To: nextrade! who wrote (30321)1/3/2000 12:00:00 PM
From: IQBAL LATIF  Read Replies (1) | Respond to of 50167
 
<<"To have had a good year you had to be in technology, the Internets, telecoms, and the like. The Nasdaq may be up [over] 80 percent, but half of all Nasdaq stocks are down on the year," Gretz said.

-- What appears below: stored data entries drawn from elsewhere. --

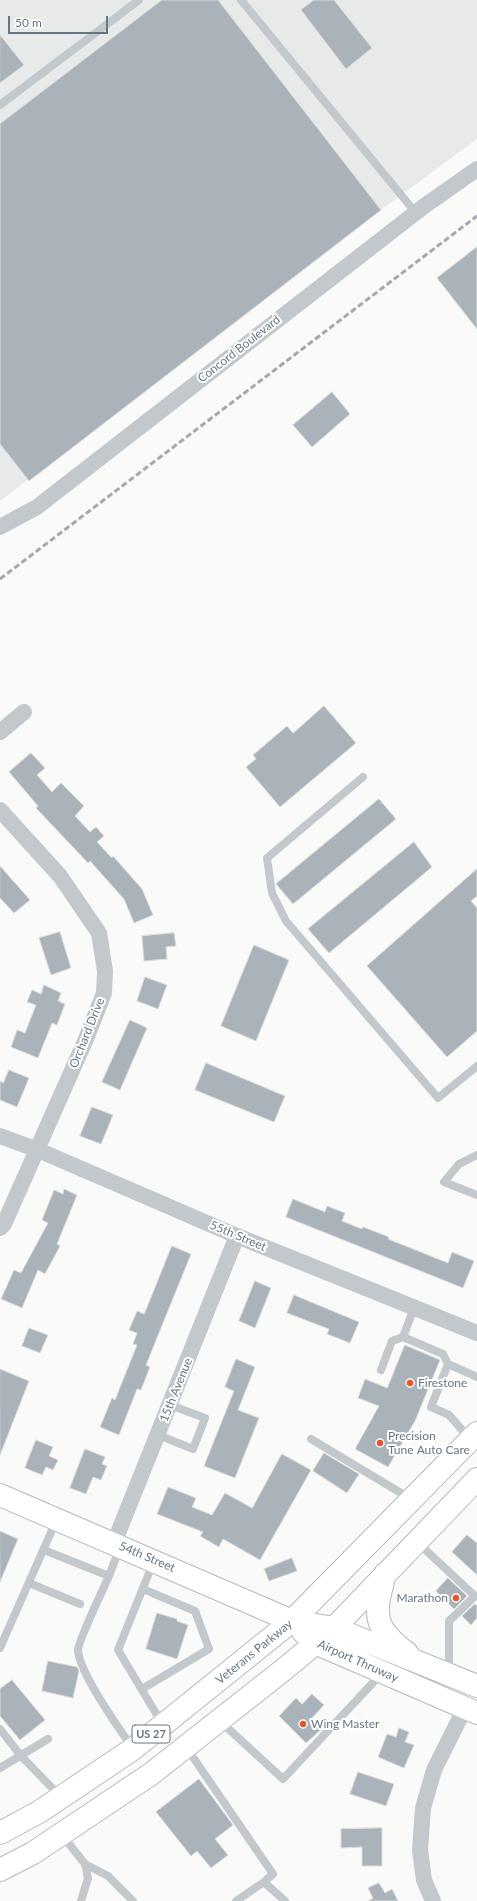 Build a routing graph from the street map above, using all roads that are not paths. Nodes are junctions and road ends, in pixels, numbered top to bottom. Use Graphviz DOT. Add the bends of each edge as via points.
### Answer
graph roads {
  1 [pos="139,0"];
  2 [pos="241,0"];
  3 [pos="0,105"];
  4 [pos="477,169"];
  5 [pos="416,213"];
  6 [pos="0,527"];
  7 [pos="24,712"];
  8 [pos="0,732"];
  9 [pos="363,778"];
  10 [pos="0,810"];
  11 [pos="477,1066"];
  12 [pos="0,1136"];
  13 [pos="38,1150"];
  14 [pos="477,1154"];
  15 [pos="477,1195"];
  16 [pos="0,1228"];
  17 [pos="237,1236"];
  18 [pos="414,1308"];
  19 [pos="476,1331"];
  20 [pos="403,1337"];
  21 [pos="448,1364"];
  22 [pos="381,1370"];
  23 [pos="477,1377"];
  24 [pos="170,1405"];
  25 [pos="158,1435"];
  26 [pos="474,1436"];
  27 [pos="311,1439"];
  28 [pos="477,1479"];
  29 [pos="0,1495"];
  30 [pos="412,1500"];
  31 [pos="57,1519"];
  32 [pos="416,1542"];
  33 [pos="118,1545"];
  34 [pos="44,1550"];
  35 [pos="154,1560"];
  36 [pos="385,1574"];
  37 [pos="109,1576"];
  38 [pos="29,1583"];
  39 [pos="143,1589"];
  40 [pos="80,1604"];
  41 [pos="292,1621"];
  42 [pos="334,1628"];
  43 [pos="315,1643"];
  44 [pos="0,1648"];
  45 [pos="417,1661"];
  46 [pos="383,1673"];
  47 [pos="449,1675"];
  48 [pos="477,1686"];
  49 [pos="142,1689"];
  50 [pos="471,1710"];
  51 [pos="220,1721"];
  52 [pos="163,1725"];
  53 [pos="0,1729"];
  54 [pos="48,1739"];
  55 [pos="186,1747"];
  56 [pos="133,1749"];
  57 [pos="21,1756"];
  58 [pos="0,1768"];
  59 [pos="61,1797"];
  60 [pos="0,1833"];
  61 [pos="62,1834"];
  62 [pos="85,1864"];
  63 [pos="0,1870"];
  64 [pos="264,1882"];
  65 [pos="81,1901"];
  66 [pos="133,1901"];
  67 [pos="236,1901"];
  68 [pos="285,1901"];
  69 [pos="433,1901"];
  1 -- 3 [label="lane"];
  2 -- 5 [label="lane"];
  4 -- 5 [label="street, Concord Boulevard"];
  5 -- 6 [label="street, Concord Boulevard" via="37,507"];
  7 -- 8 [label="street"];
  9 -- 11 [label="lane" via="267,858 272,893 286,921 438,1098"];
  10 -- 13 [label="street, Orchard Drive" via="60,876 99,933 105,971 104,992"];
  12 -- 13 [label="street, 55th Street"];
  13 -- 16 [label="street, Orchard Drive"];
  13 -- 17 [label="street, 55th Street"];
  14 -- 15 [label="lane" via="459,1164 444,1182"];
  17 -- 18 [label="street, 55th Street"];
  17 -- 24 [label="street, 15th Avenue"];
  18 -- 19 [label="street, 55th Street"];
  18 -- 20 [label="lane"];
  20 -- 21 [label="lane" via="443,1354"];
  20 -- 22 [label="lane" via="392,1341"];
  21 -- 23 [label="lane"];
  21 -- 26 [label="lane" via="431,1407 449,1415"];
  24 -- 25 [label="street, 15th Avenue"];
  24 -- 25 [label="lane" via="205,1418 193,1449"];
  25 -- 33 [label="street, 15th Avenue"];
  26 -- 30 [label="main road, Veterans Parkway / US 27"];
  27 -- 30 [label="lane"];
  28 -- 32 [label="main road, US 27"];
  29 -- 31 [label="main road, 54th Street"];
  30 -- 41 [label="main road, Veterans Parkway / US 27"];
  31 -- 33 [label="main road, 54th Street"];
  31 -- 34 [label="lane"];
  32 -- 36 [label="main road, US 27"];
  32 -- 47 [label="lane" via="475,1596 449,1621"];
  33 -- 35 [label="main road, 54th Street"];
  33 -- 37 [label="lane"];
  34 -- 37 [label="lane"];
  34 -- 38 [label="lane"];
  35 -- 39 [label="lane"];
  35 -- 41 [label="main road, 54th Street"];
  36 -- 42 [label="main road, US 27"];
  36 -- 45 [label="main road" via="378,1604 379,1620 386,1636"];
  37 -- 56 [label="lane" via="78,1649 83,1666 110,1717"];
  38 -- 40 [label="lane"];
  38 -- 44 [label="lane"];
  39 -- 49 [label="lane" via="118,1650"];
  39 -- 49 [label="lane" via="195,1611 209,1649"];
  41 -- 42 [label="main road, Airport Thruway"];
  41 -- 43 [label="main road, Airport Thruway"];
  41 -- 52 [label="main road, Veterans Parkway / US 27"];
  42 -- 43 [label="main road, US 27"];
  42 -- 45 [label="main road, Airport Thruway"];
  43 -- 46 [label="main road, Airport Thruway"];
  43 -- 51 [label="main road, US 27"];
  45 -- 47 [label="main road, Airport Thruway"];
  46 -- 50 [label="main road, Airport Thruway"];
  46 -- 51 [label="lane" via="283,1779"];
  47 -- 48 [label="main road, Airport Thruway"];
  49 -- 52 [label="lane"];
  50 -- 69 [label="street" via="434,1770 424,1808 420,1850 424,1880"];
  51 -- 55 [label="main road, US 27"];
  52 -- 56 [label="main road, Veterans Parkway / US 27"];
  53 -- 57 [label="lane"];
  54 -- 57 [label="lane"];
  55 -- 61 [label="main road, US 27" via="151,1774"];
  55 -- 64 [label="lane" via="273,1874"];
  56 -- 59 [label="main road, Veterans Parkway / US 27"];
  57 -- 58 [label="lane"];
  57 -- 59 [label="lane"];
  59 -- 60 [label="main road, Veterans Parkway / US 27"];
  61 -- 62 [label="lane"];
  61 -- 63 [label="main road, US 27"];
  62 -- 65 [label="lane" via="88,1878"];
  62 -- 66 [label="lane" via="108,1876"];
  64 -- 67 [label="lane"];
  64 -- 68 [label="lane"];
} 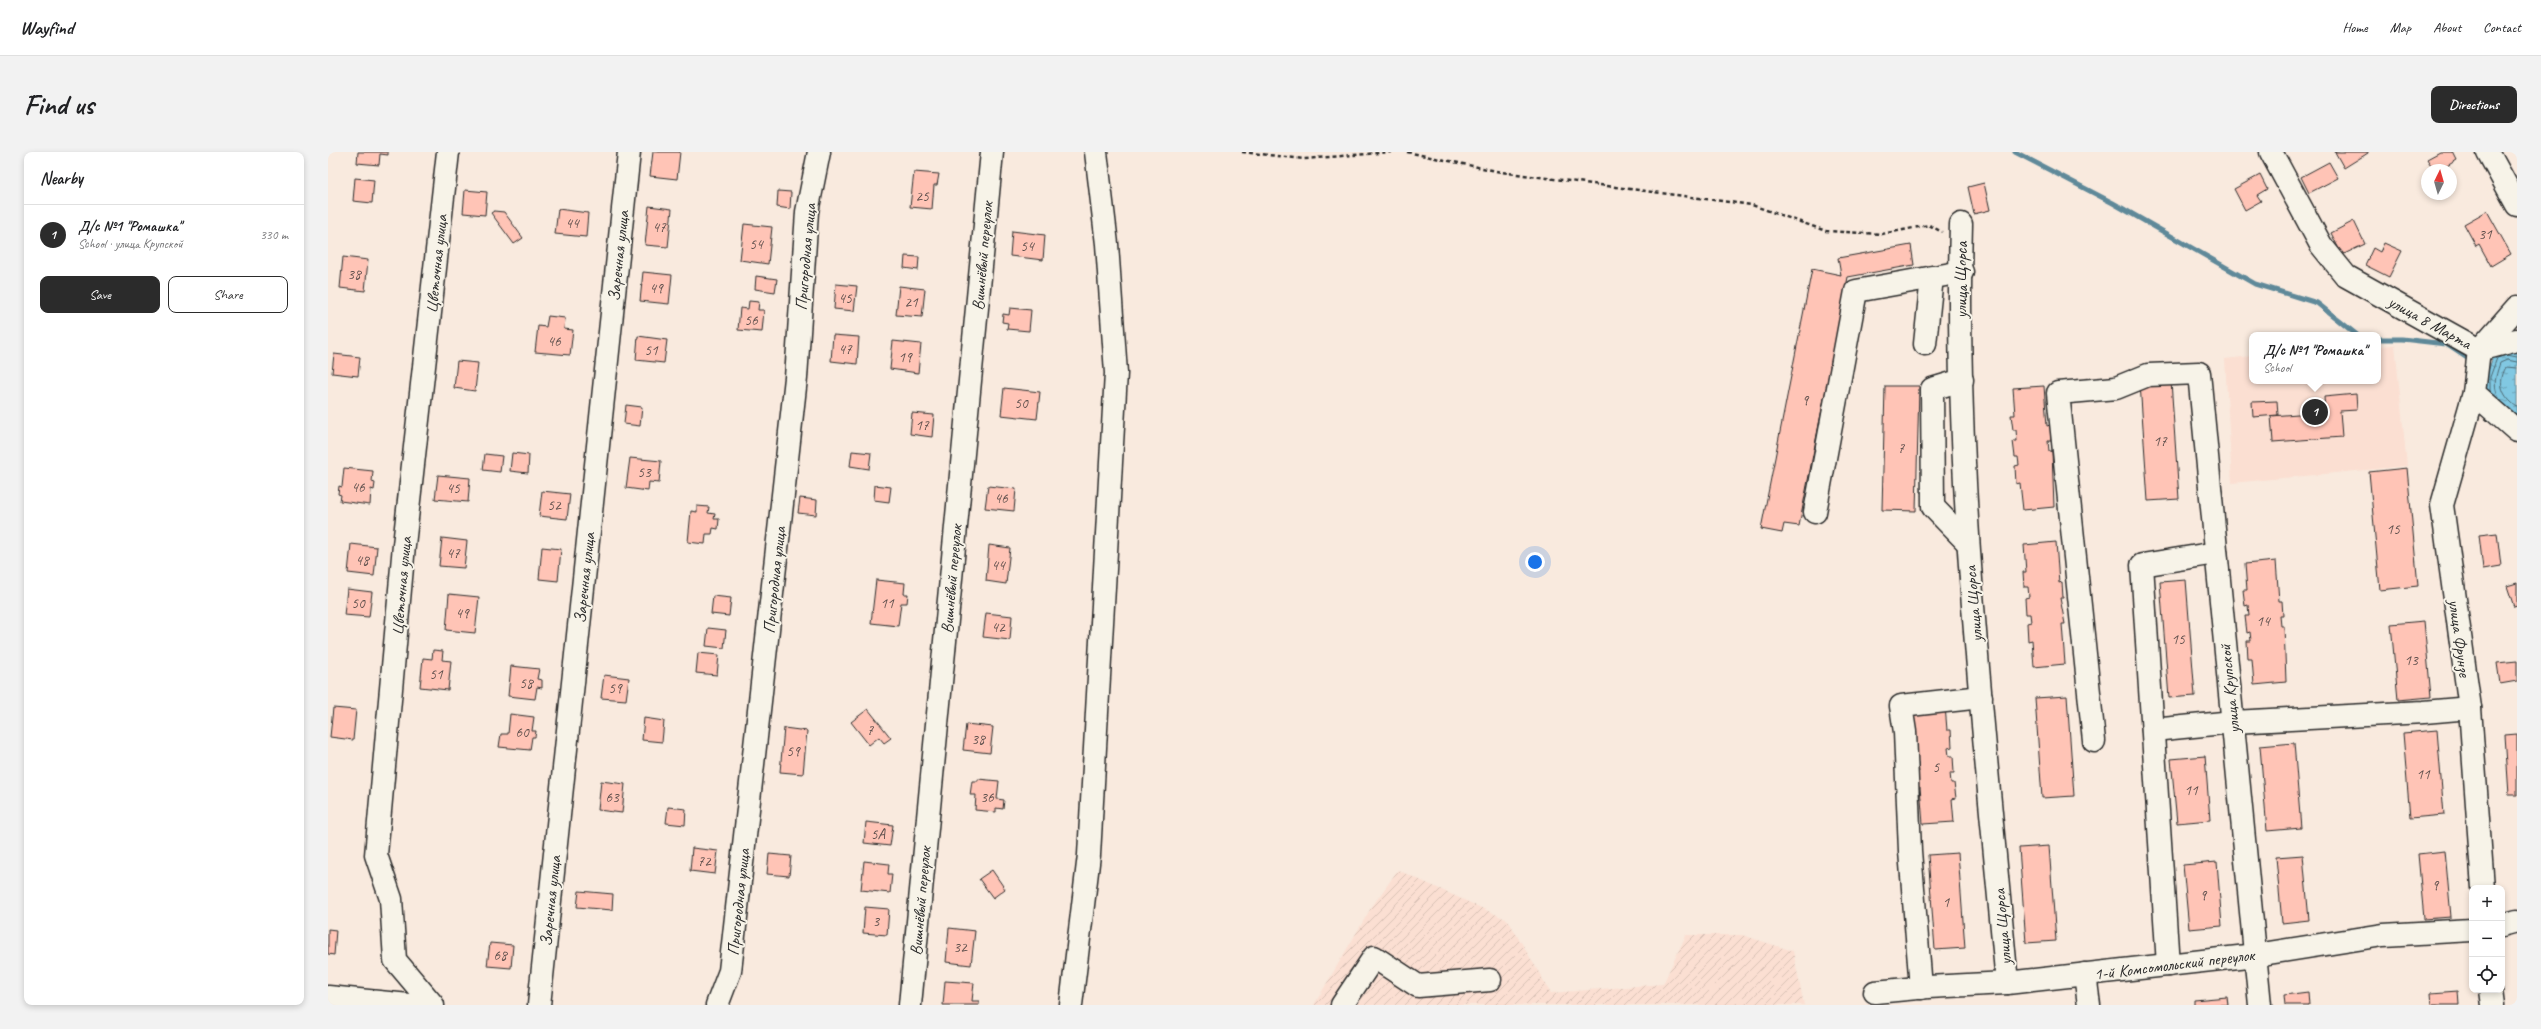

"The Dow Industrials may be up 25 percent, but only 29 percent of NYSE stocks are in uptrends, [or] above their 200 day moving average. The Dow Transports are down 6 percent for the year and the Dow Utilities are down more than 9 percent." >>



To: nextrade! who wrote (30321)1/5/2000 9:45:00 AM
From: nextrade!  Read Replies (1) | Respond to of 50167
 
Don Hays Market Comment
January 5, 2000

You're probably expecting a very detailed comment from me this morning, but
it is not to be. The flu bug came to visit me yesterday as the cold, cold
breeze of the market sell-off was sweeping across the world. So my primary
motive today is to get back to bed. But with the sharp sell-off I can't
totally cop out, so here I am. The similarity with the 1972-73 market
continued for the last two days. In 1972 the hot bubble was in the
Polaroid's, the McDonald's, the Avon Product's so the index that gave them
extra weighting, the S&P 500 had made a new high in late December, and then
even though the advance/decline line was falling once again, that index made
one last high on the first trading day of the year. This compares with the
NASDAQ composite's new high on Monday. The next 7 months were almost
continuously down. When you have markets such as we have been having, led
by the momentum players, who don't buy on pull-backs, but rather on upside
break-outs, the first part of a bear market doesn't faze them, since they
are still confident the next upside breakout is right around the corner.
But after a few weeks of mayhem, they then change to a mindset of getting
out when they can get back even. Of course the market doesn't accommodate
them, and finally they turn into margin calls and a forced exit. That leads
to a buying juncture.
But yesterday didn't scare anybody. The CBOE put/call ratio was only 55%.
The commentators were saying only a few days of this, and then the market
would get back on track. I expect this market to continue to follow that
1973 trek, so stay tuned. Hopefully this bug will make a short and quick
departure, but I know that sounds like a momentum investor on the first
serious downsweep.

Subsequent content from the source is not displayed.